S'il s'en tire avec juste assez de foin pour nourrir ses bêtes, c'est grâce à des réserves emmagasinées l'année dernière.

« J'ai tout semé ce printemps, la première récolte n'était vraiment pas bonne, dit-il. Et puis, j'ai fait la deuxième récolte, c'était sec, la récolte était trois fois moins que la normale. »

Selon John McGregor, un représentant de l'Association Manitoba Forage and Grassland, c’est le temps chaud et sec qui est à blâmer. Le manque de précipitations nuit aux récoltes de foin dans une bonne partie des Prairies ainsi que dans plusieurs régions du nord des États-Unis, dont le Dakota du Nord.

Il estime que les fermiers les plus chanceux s'en tireront dans le meilleur des cas, avec le tiers, voire la moitié, de leurs récoltes normales.

C’est le cas d’Alain Philippot, qui gère une ferme laitière à Saint-Claude, dans l'ouest du Manitoba.

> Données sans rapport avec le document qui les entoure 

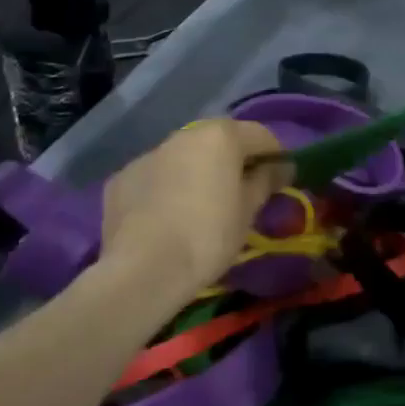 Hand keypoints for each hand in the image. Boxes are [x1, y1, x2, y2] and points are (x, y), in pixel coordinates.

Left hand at [100, 119, 290, 294]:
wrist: (143, 270)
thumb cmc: (208, 236)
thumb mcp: (248, 211)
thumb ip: (266, 181)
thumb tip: (280, 167)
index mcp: (220, 136)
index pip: (261, 135)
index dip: (276, 155)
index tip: (282, 178)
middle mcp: (184, 135)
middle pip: (219, 140)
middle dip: (234, 160)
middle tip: (244, 191)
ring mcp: (148, 155)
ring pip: (184, 157)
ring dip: (198, 171)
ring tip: (203, 205)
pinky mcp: (122, 179)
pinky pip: (155, 177)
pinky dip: (167, 188)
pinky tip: (168, 217) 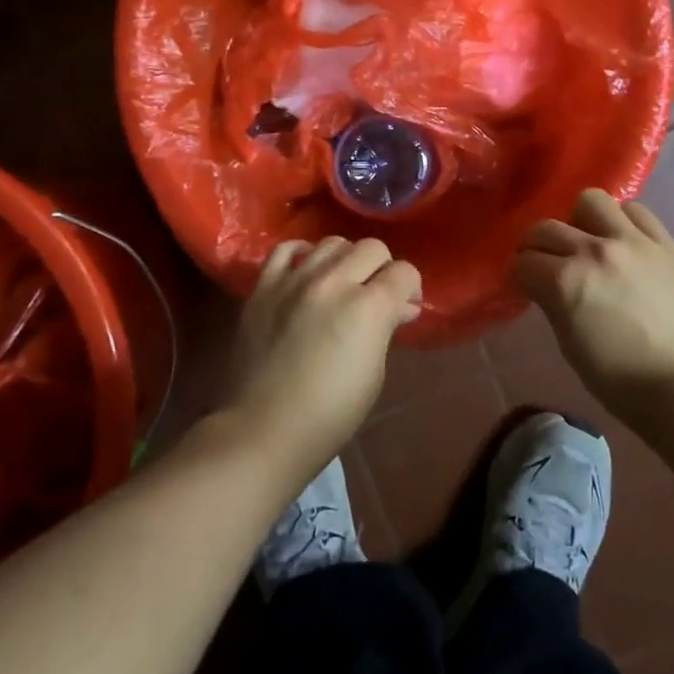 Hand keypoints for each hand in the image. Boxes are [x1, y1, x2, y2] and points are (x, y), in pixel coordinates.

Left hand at [225, 237, 420, 483]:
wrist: (262, 430)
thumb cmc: (329, 414)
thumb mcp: (374, 374)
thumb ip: (386, 328)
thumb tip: (400, 306)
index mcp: (367, 307)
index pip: (404, 272)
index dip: (410, 288)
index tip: (405, 306)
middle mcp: (333, 281)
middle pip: (372, 248)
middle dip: (382, 269)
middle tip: (375, 296)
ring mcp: (294, 279)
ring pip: (332, 243)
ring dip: (345, 259)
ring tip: (340, 284)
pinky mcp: (263, 286)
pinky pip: (286, 249)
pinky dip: (302, 254)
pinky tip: (306, 271)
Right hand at [513, 189, 673, 424]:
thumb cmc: (624, 384)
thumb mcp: (571, 348)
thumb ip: (554, 305)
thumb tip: (546, 284)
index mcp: (565, 283)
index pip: (523, 262)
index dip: (519, 274)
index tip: (526, 284)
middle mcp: (594, 251)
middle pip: (546, 228)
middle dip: (536, 246)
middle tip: (545, 263)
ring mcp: (633, 242)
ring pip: (590, 201)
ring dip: (579, 220)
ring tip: (587, 242)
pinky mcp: (666, 243)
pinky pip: (635, 211)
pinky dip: (621, 221)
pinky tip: (623, 242)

On est à 40 % de production d'une année normale.

Alain Philippot, fermier

Le foin se faisant rare, les fermiers seront forcés à trouver d'autres sources d'aliments comme le maïs ou le blé pour nourrir leur bétail, explique-t-il.

Acheter au prix fort

Or acheter du foin pourrait s'avérer très coûteux, étant donné la pénurie. « En janvier, février et mars, avant la sécheresse, le foin qui se vendait entre 5 et 6 cents [la livre], aujourd'hui on parle de 12 cents », dit Pierre Mivelaz.

Les producteurs qui n'ont pas assez de nourriture pour nourrir leurs bêtes « pourraient être forcés de vendre leurs veaux plus tôt que prévu, pour éviter de devoir les nourrir », ajoute John McGregor.

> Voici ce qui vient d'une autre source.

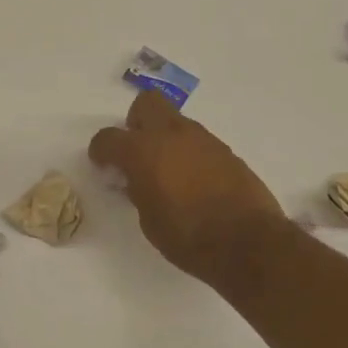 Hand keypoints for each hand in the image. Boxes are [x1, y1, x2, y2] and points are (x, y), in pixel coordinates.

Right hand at [90, 90, 288, 290]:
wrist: (246, 242)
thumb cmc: (187, 237)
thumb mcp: (148, 219)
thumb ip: (138, 191)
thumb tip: (138, 180)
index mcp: (143, 152)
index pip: (108, 137)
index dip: (101, 151)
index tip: (103, 165)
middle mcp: (172, 135)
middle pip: (146, 104)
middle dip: (136, 123)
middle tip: (137, 152)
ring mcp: (203, 140)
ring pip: (175, 122)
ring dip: (165, 139)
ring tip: (168, 173)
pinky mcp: (227, 152)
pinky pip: (198, 142)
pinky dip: (189, 154)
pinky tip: (194, 182)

Début juillet, la province du Manitoba a publié un communiqué destiné aux producteurs agricoles touchés par les conditions sèches, leur rappelant que les producteurs de bétail ont accès à des programmes et à des services de gestion des pénuries de fourrage.

Si les fermiers gardent bon espoir de renverser la vapeur avec l'arrivée de temps un peu plus clément, les prévisions d'Environnement Canada suggèrent un scénario toujours aussi chaud et sec à court terme.